Stable isotope otolith fingerprint signatures: A mass marking technique for farmed salmon

Understanding the ecological and genetic effects of fish escapees from aquaculture facilities on wild fish stocks requires the ability to trace escapees. This is currently difficult due to the lack of a cost effective, mass... [ view full abstract ]

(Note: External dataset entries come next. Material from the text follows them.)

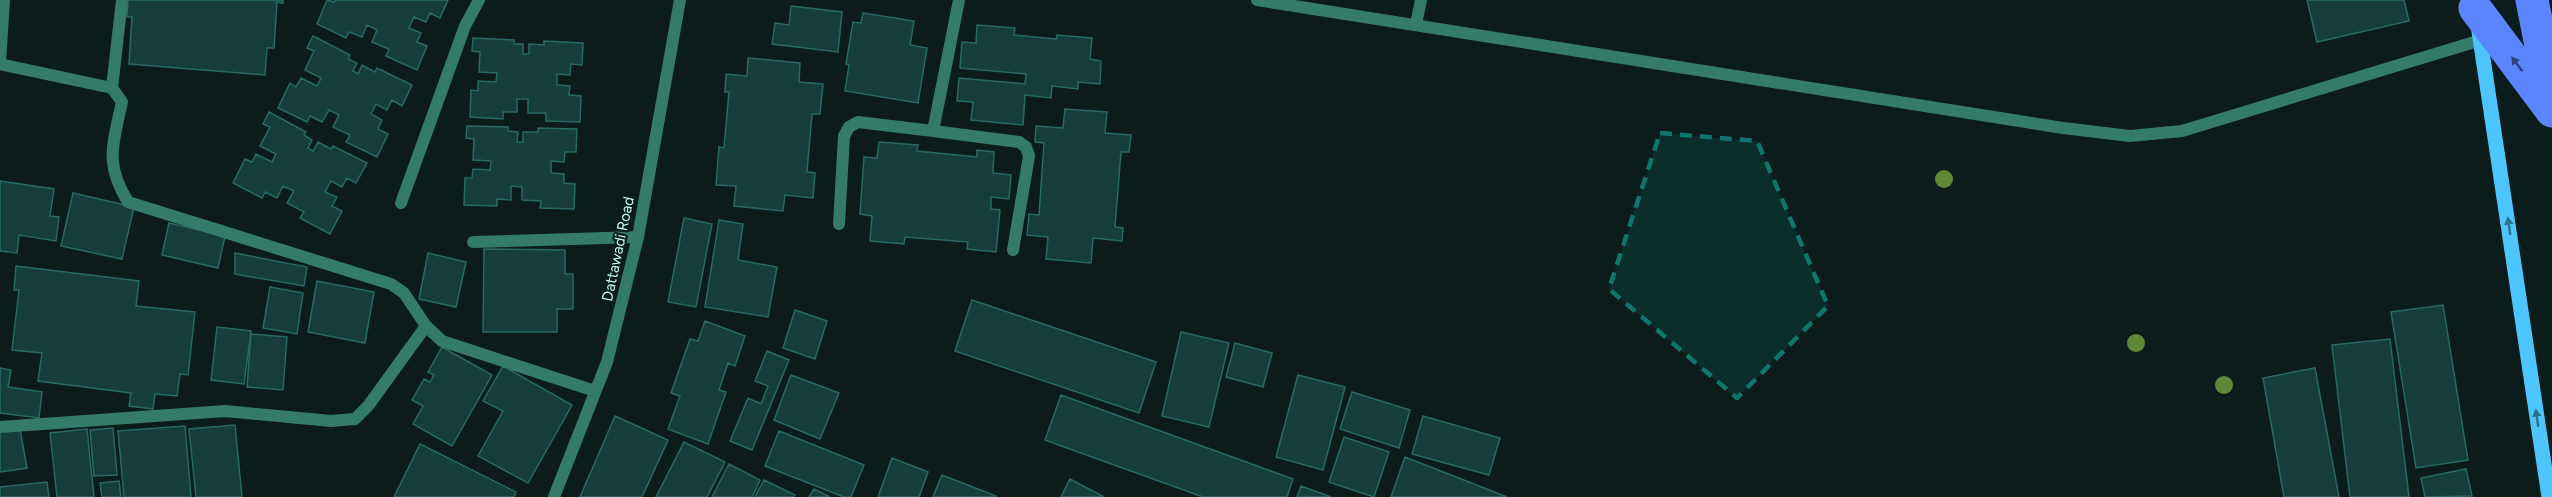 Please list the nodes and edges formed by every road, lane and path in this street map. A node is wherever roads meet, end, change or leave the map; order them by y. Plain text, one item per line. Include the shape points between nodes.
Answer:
1 (4, 0) edge
2 (122, 0) edge
3 (479, 0) edge
4 (680, 0) edge
5 (958, 0) edge
6 (1257, 0) edge
7 (1421, 0) edge
8 (2534, 5) edge
9 (2476, 16) edge
10 (1416, 24) junction
11 (0, 63) edge
12 (112, 88) junction
13 (2552, 101) edge
14 (2552, 111) edge
15 (933, 131) junction
16 (401, 203) dead end
17 (839, 224) dead end
18 (638, 237) junction
19 (473, 242) dead end
20 (1013, 249) dead end
21 (426, 326) junction
22 (596, 391) junction
23 (0, 427) edge
24 (554, 497) edge
25 (2549, 497) edge

1 - 11 street
2 - 12 street
3 - 16 street via 465,26
4 - 18 street, Dattawadi Road
5 - 15 street
6 - 10 street
7 - 10 street
8 - 13 highway
9 - 10 street via 2182,131 2130,136
14 -> 9 highway
25 -> 9 main road
11 - 12 street
12 - 21 street via 122,102 111,156 128,202 391,284 404,293
15 - 17 street via 858,122 849,127 844,136
15 - 20 street via 1019,142 1026,147 1029,156
18 - 19 street
18 - 22 street, Dattawadi Road
21 - 22 street via 442,341 459,348
21 - 23 street via 355,419 331,421 225,411
22 - 24 street, Dattawadi Road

Understanding the ecological and genetic effects of fish escapees from aquaculture facilities on wild fish stocks requires the ability to trace escapees. This is currently difficult due to the lack of a cost effective, mass marking technique that differentiates wild from farmed fish and traces escaped fish back to the farm of origin. We investigated three stable isotope otolith fingerprint mark delivery techniques for mass marking farmed Atlantic salmon (Salmo salar) to determine if they could achieve unambiguous marks with 100% accuracy. Otolith fingerprint signatures created with enriched barium and strontium isotopes were delivered via: 1) Maternal transfer: where an isotope marker is injected into broodstock, and thus in turn passed on to the offspring; 2) Egg immersion: where fertilised eggs are left to swell in a solution containing an isotope marker; and 3) Vaccination: where the isotope marker is combined with a vaccine and injected into fish. Analyses of otolith signatures were carried out on a Varian Inductively Coupled Plasma Mass Spectrometer (ICP-MS) fitted with a HelEx (Laurin Technic and the Australian National University) laser ablation (LA) system constructed around a Compex 110 (Lambda Physik) excimer laser. 100% marking success was achieved with all three techniques at specific marker concentrations and all techniques are capable of creating marks that cannot be confused with marks in wild fish. Mark success was dependent on type, concentration, and combination of isotope markers used. In addition, no measurable side effects of stable isotope marking on fish growth, condition, or mortality were observed. Each technique can produce multiple fingerprint signatures for as little as 0.2 US cents per fish. We conclude that mass marking farmed Atlantic salmon with stable isotope otolith fingerprint signatures is a viable method to identify and trace farmed fish escapees.